L’exemple français est particulièrement éclairant. Les intérêts du fameux « grand emprunt » de 22 milliards d’euros seront payés grâce à une diminution des dépenses courantes dites de fonctionnement. C’est anti-social et, en plus, idiot : on affectera 11 milliards à l’enseignement supérieur et 8 milliards à la recherche pendant qu’on supprimera des postes d’enseignants et de chercheurs susceptibles de mettre en oeuvre les sommes allouées.
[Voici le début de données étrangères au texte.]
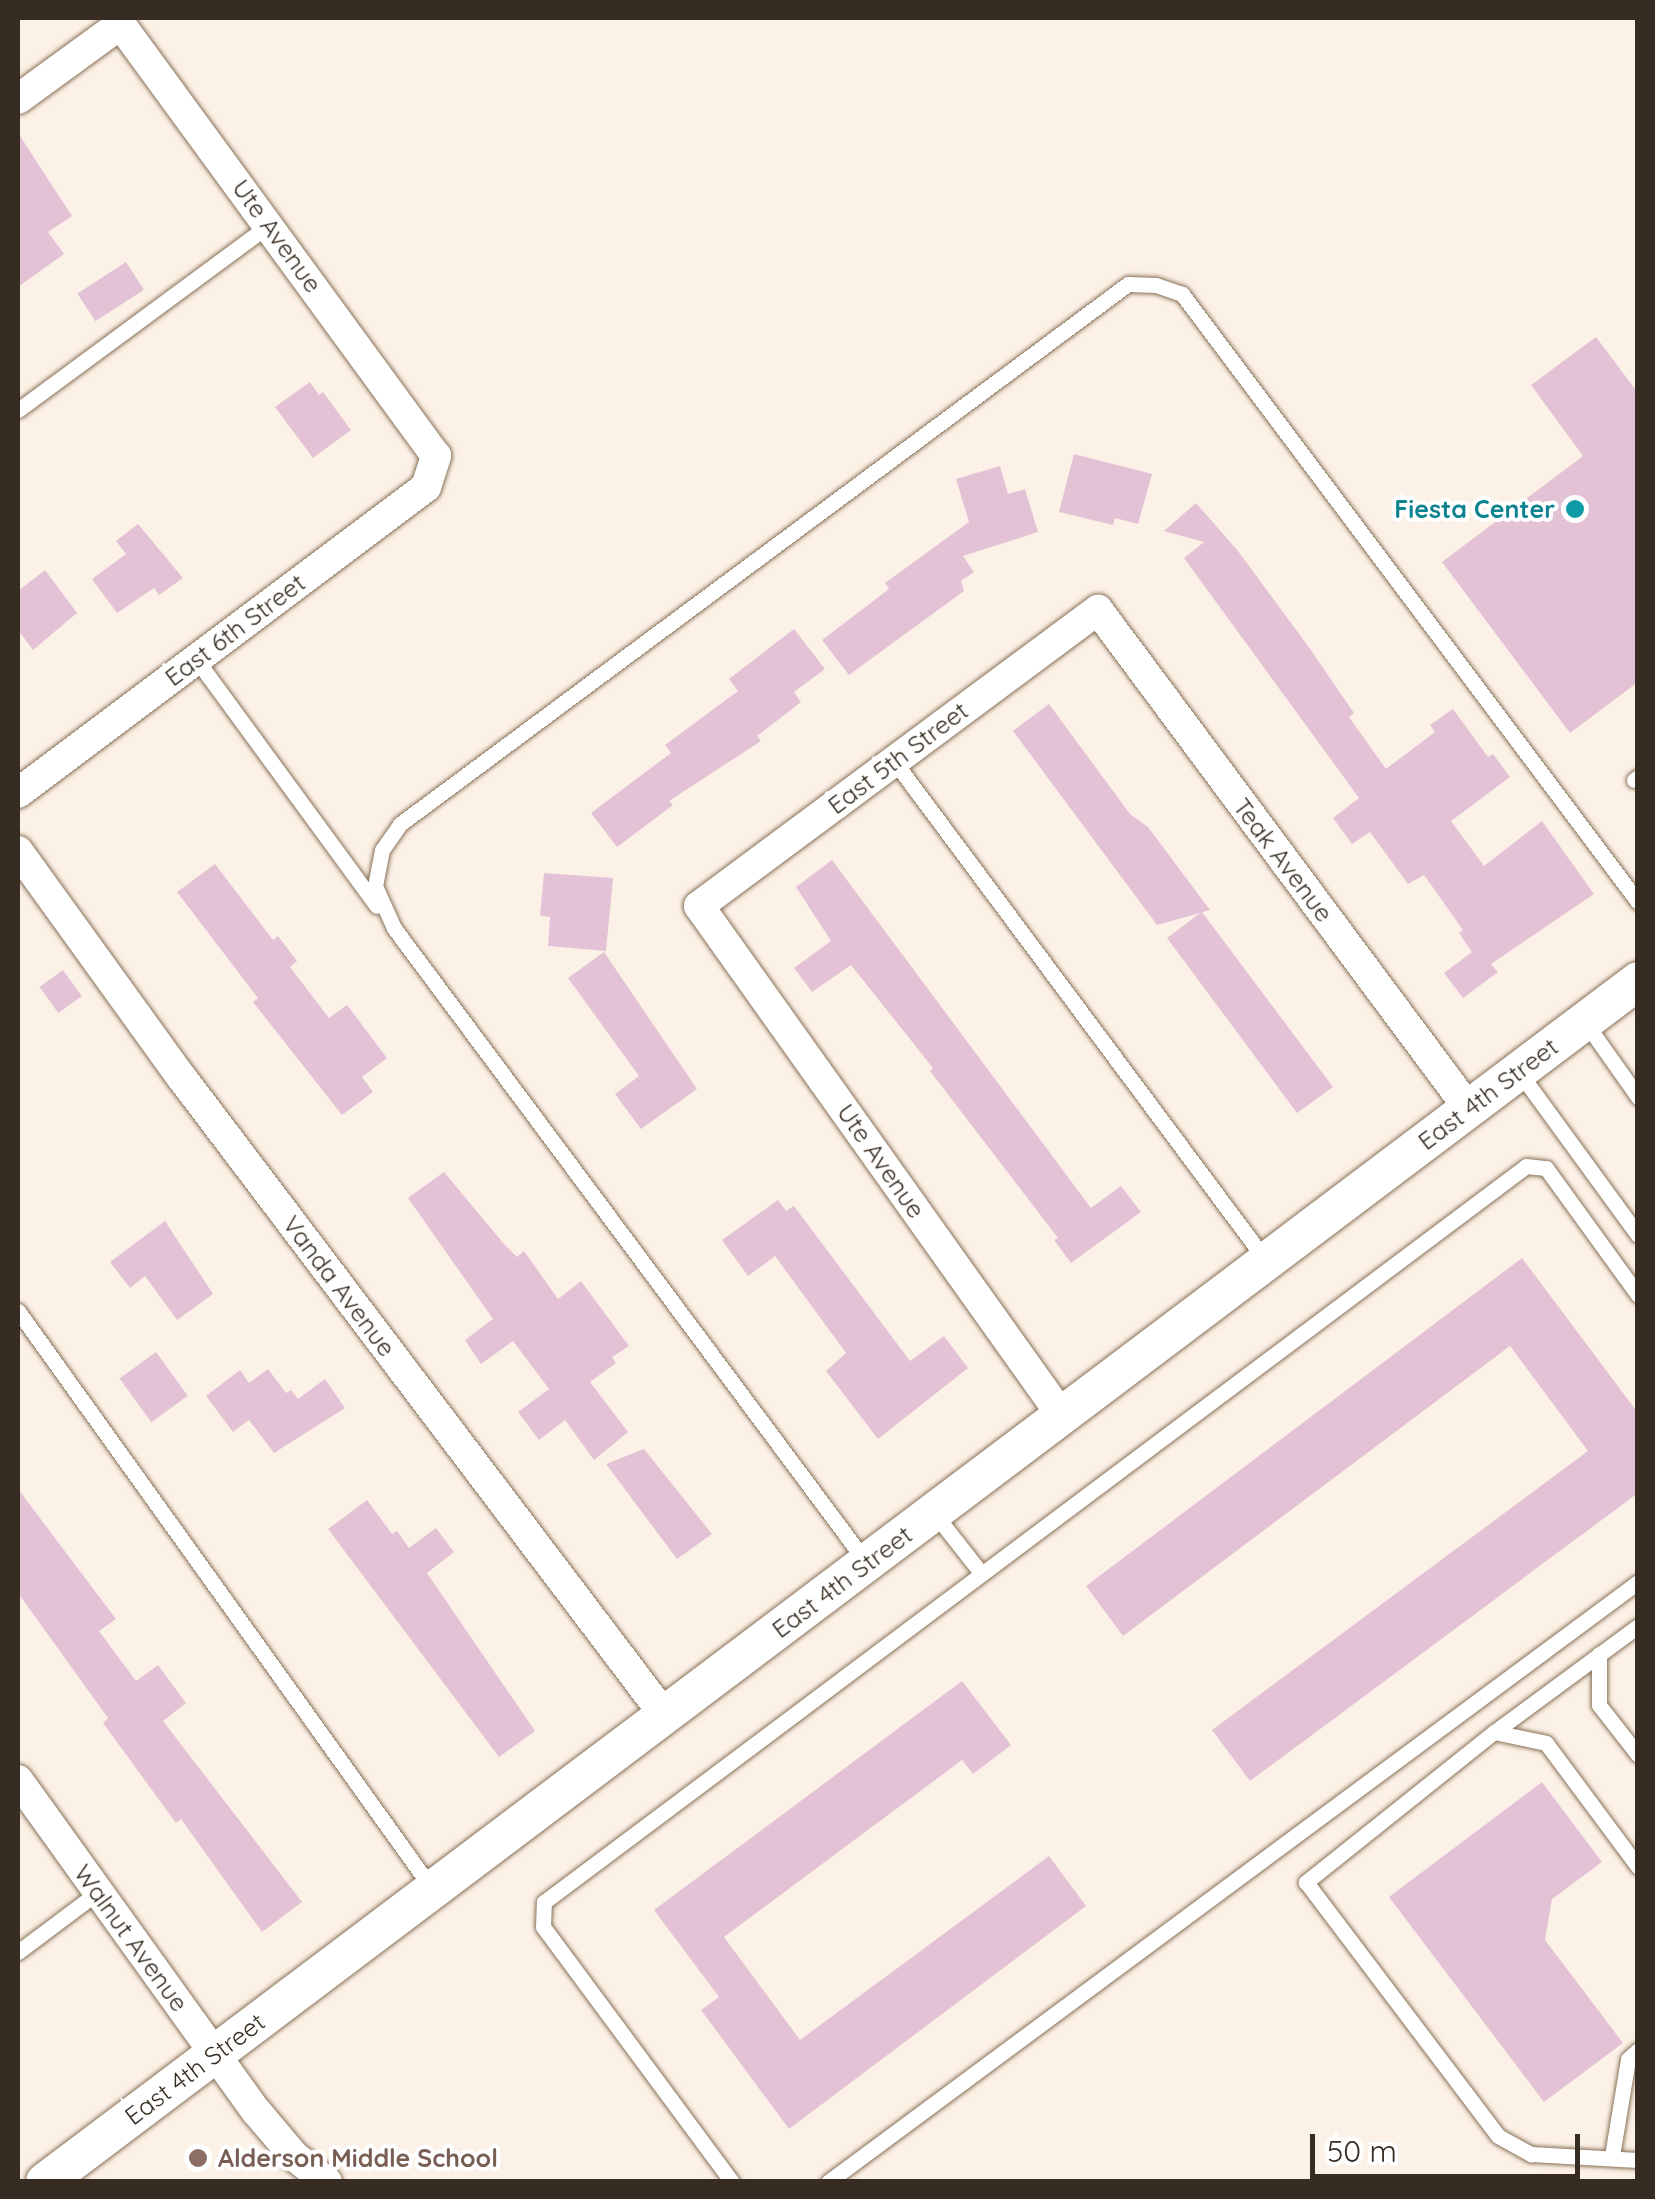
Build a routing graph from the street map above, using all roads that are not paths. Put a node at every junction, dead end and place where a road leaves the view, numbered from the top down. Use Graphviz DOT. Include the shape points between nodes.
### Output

En fait, l’idiotie relève plutôt du calcul le plus sordide : ouvrir une avenue aux capitaux privés. C’est la même philosophie qui sous-tend les projets de nouvelles réformes de la protection sociale. Les hôpitaux publics sont promis à la loi d’airain de la rentabilité. Les retraites sont de nouveau dans le collimateur : le Conseil d’orientation des retraites prépare un projet de passage à un système de retraites par points ou par comptes notionnels. Dans les deux cas, il s’agit d’éviter d’avoir à affronter le mécontentement des salariés – à qui on a déjà infligé plusieurs allongements de la durée de cotisation – en diminuant le montant des pensions soit en baissant la valeur du point, soit en obligeant le salarié à reculer de lui-même son départ à la retraite.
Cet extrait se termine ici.